- [Instructions to follow]:
Make an exact copy of the listing below. Pictures stay out of it.

- [Material for this exercise]:
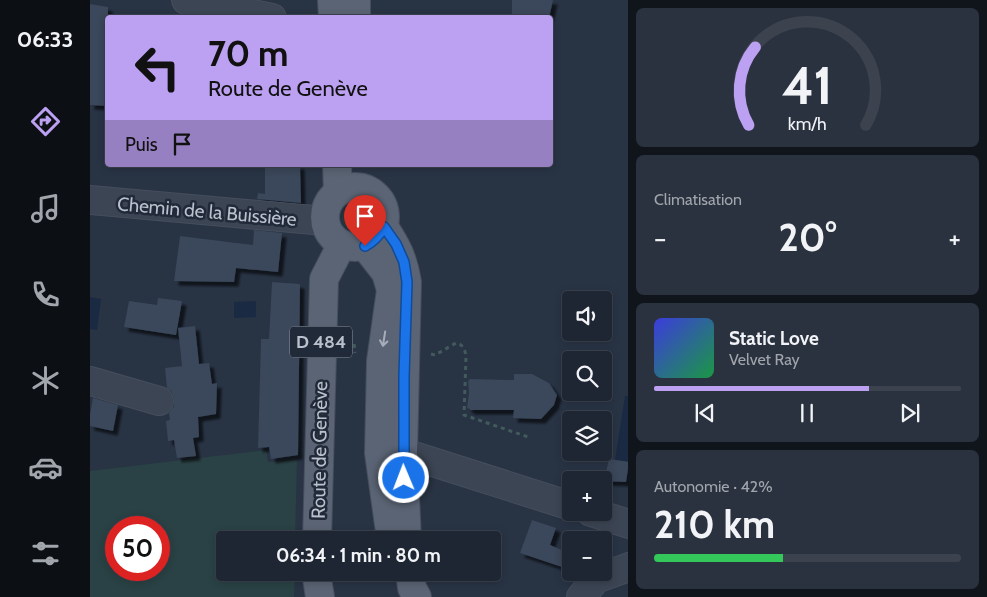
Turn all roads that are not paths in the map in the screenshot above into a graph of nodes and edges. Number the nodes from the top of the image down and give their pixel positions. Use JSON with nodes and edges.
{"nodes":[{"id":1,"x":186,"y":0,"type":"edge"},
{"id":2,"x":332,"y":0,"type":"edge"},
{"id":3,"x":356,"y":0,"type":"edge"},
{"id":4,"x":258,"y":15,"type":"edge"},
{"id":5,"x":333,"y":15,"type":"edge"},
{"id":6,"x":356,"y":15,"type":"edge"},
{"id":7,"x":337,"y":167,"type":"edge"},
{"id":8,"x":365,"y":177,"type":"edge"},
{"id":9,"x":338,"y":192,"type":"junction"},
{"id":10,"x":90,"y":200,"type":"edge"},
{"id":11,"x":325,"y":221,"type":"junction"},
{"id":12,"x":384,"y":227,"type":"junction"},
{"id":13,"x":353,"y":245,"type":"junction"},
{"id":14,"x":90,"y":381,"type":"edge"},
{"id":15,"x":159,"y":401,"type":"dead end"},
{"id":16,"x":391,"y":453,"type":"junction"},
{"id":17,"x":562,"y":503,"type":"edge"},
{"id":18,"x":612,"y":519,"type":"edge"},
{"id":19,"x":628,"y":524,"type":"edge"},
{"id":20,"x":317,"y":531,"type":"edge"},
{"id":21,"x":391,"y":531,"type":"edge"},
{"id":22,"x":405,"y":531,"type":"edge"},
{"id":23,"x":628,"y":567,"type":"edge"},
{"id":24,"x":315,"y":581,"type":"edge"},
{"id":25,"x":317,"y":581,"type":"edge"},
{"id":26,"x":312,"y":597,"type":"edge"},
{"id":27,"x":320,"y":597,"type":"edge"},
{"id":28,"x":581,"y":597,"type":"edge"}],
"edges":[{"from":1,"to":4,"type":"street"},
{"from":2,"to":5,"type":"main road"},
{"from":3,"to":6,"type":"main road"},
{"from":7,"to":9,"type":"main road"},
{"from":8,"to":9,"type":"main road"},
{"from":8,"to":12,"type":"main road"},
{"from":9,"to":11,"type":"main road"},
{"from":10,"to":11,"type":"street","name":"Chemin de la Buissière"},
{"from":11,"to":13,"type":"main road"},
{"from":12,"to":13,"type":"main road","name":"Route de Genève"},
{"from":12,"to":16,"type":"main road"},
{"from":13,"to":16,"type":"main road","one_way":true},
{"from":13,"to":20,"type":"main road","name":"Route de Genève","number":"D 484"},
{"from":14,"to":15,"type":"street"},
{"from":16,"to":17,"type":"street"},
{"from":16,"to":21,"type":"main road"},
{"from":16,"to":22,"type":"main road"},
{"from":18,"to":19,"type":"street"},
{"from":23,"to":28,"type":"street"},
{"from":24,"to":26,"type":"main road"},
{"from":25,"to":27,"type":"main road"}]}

- [Problem solution]:
Turn all roads that are not paths in the map in the screenshot above into a graph of nodes and edges. Number the nodes from the top of the image down and give their pixel positions. Use JSON with nodes and edges.
{"nodes":[{"id":1,"x":186,"y":0,"type":"edge"},
{"id":2,"x":332,"y":0,"type":"edge"},
{"id":3,"x":356,"y":0,"type":"edge"},
{"id":4,"x":258,"y":15,"type":"edge"},
{"id":5,"x":333,"y":15,"type":"edge"},
{"id":6,"x":356,"y":15,"type":"edge"},
{"id":7,"x":337,"y":167,"type":"edge"},
{"id":8,"x":365,"y":177,"type":"edge"},
{"id":9,"x":338,"y":192,"type":"junction"},
{"id":10,"x":90,"y":200,"type":"edge"},
{"id":11,"x":325,"y":221,"type":"junction"},
{"id":12,"x":384,"y":227,"type":"junction"},
{"id":13,"x":353,"y":245,"type":"junction"},
{"id":14,"x":90,"y":381,"type":"edge"},
{"id":15,"x":159,"y":401,"type":"dead end"},
{"id":16,"x":391,"y":453,"type":"junction"},
{"id":17,"x":562,"y":503,"type":"edge"},
{"id":18,"x":612,"y":519,"type":"edge"},
{"id":19,"x":628,"y":524,"type":"edge"},
{"id":20,"x":317,"y":531,"type":"edge"},
{"id":21,"x":391,"y":531,"type":"edge"},
{"id":22,"x":405,"y":531,"type":"edge"},
{"id":23,"x":628,"y":567,"type":"edge"},
{"id":24,"x":315,"y":581,"type":"edge"},
{"id":25,"x":317,"y":581,"type":"edge"},
{"id":26,"x":312,"y":597,"type":"edge"},
{"id":27,"x":320,"y":597,"type":"edge"},
{"id":28,"x":581,"y":597,"type":"edge"}],
"edges":[{"from":1,"to":4,"type":"street"},
{"from":2,"to":5,"type":"main road"},
{"from":3,"to":6,"type":"main road"},
{"from":7,"to":9,"type":"main road"},
{"from":8,"to":9,"type":"main road"},
{"from":8,"to":12,"type":"main road"},
{"from":9,"to":11,"type":"main road"},
{"from":10,"to":11,"type":"street","name":"Chemin de la Buissière"},
{"from":11,"to":13,"type":"main road"},
{"from":12,"to":13,"type":"main road","name":"Route de Genève"},
{"from":12,"to":16,"type":"main road"},
{"from":13,"to":16,"type":"main road","one_way":true},
{"from":13,"to":20,"type":"main road","name":"Route de Genève","number":"D 484"},
{"from":14,"to":15,"type":"street"},
{"from":16,"to":17,"type":"street"},
{"from":16,"to":21,"type":"main road"},
{"from":16,"to":22,"type":"main road"},
{"from":18,"to":19,"type":"street"},
{"from":23,"to":28,"type":"street"},
{"from":24,"to":26,"type":"main road"},
{"from":25,"to":27,"type":"main road"}]}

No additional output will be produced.